* [Supplied material]:
##############################
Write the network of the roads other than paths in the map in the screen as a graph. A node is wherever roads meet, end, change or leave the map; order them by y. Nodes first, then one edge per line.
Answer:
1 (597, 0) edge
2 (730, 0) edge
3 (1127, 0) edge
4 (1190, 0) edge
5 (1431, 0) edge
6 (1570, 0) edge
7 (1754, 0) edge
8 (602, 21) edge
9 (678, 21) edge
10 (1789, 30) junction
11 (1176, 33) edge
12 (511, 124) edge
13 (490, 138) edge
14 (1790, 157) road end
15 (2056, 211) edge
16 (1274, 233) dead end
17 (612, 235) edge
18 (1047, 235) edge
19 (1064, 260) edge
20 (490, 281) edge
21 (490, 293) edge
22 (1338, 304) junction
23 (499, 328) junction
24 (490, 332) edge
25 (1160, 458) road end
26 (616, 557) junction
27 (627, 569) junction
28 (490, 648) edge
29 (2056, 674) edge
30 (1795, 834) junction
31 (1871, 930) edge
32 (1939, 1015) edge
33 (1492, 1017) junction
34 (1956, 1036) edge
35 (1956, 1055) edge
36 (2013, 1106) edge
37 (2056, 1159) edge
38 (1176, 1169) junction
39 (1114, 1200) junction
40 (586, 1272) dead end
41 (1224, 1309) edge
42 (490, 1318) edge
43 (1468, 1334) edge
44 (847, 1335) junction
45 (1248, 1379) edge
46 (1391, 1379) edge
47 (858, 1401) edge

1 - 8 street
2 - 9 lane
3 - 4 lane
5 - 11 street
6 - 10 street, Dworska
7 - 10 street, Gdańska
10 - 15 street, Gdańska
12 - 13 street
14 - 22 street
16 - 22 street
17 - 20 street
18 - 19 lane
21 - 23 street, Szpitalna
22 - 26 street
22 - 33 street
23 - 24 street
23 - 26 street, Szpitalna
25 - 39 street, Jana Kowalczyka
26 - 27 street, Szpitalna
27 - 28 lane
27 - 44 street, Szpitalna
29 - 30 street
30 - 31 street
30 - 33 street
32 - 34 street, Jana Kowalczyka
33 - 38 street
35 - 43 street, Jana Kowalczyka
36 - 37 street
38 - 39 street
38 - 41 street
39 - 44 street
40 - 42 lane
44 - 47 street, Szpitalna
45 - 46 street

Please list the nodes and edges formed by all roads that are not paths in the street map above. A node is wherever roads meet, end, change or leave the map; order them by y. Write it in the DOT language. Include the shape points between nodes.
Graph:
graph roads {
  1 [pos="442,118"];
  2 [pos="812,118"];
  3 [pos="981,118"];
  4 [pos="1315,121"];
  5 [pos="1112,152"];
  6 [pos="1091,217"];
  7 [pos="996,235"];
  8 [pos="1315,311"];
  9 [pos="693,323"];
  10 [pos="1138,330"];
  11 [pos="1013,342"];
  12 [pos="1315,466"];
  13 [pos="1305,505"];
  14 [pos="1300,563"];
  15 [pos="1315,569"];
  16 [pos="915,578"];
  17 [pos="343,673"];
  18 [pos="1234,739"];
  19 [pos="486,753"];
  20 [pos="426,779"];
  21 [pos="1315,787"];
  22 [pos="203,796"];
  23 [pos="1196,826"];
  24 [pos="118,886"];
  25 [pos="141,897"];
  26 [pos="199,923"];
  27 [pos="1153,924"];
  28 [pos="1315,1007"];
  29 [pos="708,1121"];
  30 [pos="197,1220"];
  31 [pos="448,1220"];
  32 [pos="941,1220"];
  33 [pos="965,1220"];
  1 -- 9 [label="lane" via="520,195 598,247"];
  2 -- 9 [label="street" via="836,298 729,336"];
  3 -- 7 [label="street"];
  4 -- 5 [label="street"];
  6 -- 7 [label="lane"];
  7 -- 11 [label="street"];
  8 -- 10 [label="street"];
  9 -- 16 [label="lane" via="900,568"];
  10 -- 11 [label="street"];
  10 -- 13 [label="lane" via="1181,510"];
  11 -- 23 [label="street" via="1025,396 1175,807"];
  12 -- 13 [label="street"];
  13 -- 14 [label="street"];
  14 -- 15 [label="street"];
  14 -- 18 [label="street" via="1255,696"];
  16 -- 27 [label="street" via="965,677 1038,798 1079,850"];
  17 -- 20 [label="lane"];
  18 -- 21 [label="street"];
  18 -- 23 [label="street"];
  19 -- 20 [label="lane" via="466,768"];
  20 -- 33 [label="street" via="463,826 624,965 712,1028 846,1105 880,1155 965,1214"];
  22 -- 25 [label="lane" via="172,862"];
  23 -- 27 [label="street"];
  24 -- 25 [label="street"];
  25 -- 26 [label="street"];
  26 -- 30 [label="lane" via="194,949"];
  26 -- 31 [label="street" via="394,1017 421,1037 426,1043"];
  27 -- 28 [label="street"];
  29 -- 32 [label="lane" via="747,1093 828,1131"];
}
##############################
* [Exercise directions]: What lines in the entries above hold "meet"? Copy every one.

* [Task solution]:
Write the network of the roads other than paths in the map in the screen as a graph. A node is wherever roads meet, end, change or leave the map; order them by y. Nodes first, then one edge per line.
Please list the nodes and edges formed by all roads that are not paths in the street map above. A node is wherever roads meet, end, change or leave the map; order them by y. Write it in the DOT language. Include the shape points between nodes.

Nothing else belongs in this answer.